*** DATASET EXTRACT ***

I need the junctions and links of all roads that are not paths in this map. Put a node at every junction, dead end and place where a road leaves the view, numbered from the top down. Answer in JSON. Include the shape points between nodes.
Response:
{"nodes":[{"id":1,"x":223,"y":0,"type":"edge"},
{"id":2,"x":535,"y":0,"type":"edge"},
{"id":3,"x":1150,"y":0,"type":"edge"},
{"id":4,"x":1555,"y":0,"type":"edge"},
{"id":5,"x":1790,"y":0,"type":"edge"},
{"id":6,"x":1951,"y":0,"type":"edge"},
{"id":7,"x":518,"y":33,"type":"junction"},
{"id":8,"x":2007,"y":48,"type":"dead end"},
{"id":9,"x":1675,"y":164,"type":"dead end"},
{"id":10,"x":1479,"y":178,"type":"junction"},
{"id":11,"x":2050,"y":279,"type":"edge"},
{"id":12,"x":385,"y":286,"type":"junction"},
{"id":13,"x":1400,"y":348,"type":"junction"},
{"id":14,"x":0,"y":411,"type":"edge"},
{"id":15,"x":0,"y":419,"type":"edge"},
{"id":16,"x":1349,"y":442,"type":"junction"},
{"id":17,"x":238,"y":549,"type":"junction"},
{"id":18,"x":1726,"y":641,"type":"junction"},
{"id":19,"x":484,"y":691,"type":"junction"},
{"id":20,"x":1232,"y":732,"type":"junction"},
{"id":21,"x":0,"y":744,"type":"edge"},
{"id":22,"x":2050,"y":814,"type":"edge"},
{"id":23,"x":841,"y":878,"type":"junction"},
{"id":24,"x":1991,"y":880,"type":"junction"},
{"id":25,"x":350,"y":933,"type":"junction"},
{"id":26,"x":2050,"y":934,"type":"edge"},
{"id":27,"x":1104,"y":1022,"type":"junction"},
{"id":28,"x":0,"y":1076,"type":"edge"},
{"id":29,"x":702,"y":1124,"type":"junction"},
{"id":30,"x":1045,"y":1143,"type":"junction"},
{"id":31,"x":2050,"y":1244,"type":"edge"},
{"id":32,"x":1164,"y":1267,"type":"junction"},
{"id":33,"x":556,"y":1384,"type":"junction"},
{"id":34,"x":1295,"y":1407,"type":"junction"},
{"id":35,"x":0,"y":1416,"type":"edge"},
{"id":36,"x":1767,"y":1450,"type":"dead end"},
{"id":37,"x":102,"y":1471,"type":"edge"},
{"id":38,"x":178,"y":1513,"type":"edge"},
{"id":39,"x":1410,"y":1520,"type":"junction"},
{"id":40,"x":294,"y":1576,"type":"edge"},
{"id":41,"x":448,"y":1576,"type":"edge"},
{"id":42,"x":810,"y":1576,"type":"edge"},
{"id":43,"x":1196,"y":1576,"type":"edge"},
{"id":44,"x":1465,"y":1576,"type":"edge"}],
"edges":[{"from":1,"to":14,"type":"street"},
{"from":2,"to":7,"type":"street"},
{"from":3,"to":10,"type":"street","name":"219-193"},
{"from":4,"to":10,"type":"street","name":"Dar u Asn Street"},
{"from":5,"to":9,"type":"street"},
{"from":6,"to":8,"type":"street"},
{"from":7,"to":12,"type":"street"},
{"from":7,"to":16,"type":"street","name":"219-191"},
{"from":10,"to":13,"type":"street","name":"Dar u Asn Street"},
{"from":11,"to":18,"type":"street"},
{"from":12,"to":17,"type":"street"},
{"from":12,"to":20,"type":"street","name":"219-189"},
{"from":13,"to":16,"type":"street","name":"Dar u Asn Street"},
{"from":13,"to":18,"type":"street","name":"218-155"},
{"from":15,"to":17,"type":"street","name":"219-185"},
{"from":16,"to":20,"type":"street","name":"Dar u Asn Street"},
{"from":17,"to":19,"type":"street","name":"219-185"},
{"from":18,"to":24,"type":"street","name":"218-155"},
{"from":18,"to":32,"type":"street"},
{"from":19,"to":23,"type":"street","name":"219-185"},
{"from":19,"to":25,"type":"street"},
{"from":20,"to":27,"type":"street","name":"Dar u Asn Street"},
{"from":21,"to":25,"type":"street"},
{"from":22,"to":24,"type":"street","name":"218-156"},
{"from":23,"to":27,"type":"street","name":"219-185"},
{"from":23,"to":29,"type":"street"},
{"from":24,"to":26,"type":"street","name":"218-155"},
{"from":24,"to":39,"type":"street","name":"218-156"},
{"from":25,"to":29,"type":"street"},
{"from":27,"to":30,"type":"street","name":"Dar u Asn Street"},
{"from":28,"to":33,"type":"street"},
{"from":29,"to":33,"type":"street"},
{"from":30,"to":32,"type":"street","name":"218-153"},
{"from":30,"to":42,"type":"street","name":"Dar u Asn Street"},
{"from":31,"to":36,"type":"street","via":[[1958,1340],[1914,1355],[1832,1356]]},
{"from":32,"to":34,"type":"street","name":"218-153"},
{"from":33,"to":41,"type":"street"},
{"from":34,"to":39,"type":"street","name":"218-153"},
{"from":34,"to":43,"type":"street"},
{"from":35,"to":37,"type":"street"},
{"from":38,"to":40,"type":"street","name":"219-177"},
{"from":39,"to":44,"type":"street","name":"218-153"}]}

*** End of DATASET EXTRACT ***

YOUR ASSIGNMENT:
The required output is every line above that contains the string "nodes".

SOLUTION TO THIS TASK:
I need the junctions and links of all roads that are not paths in this map. Put a node at every junction, dead end and place where a road leaves the view, numbered from the top down. Answer in JSON. Include the shape points between nodes.
{"nodes":[{"id":1,"x":223,"y":0,"type":"edge"},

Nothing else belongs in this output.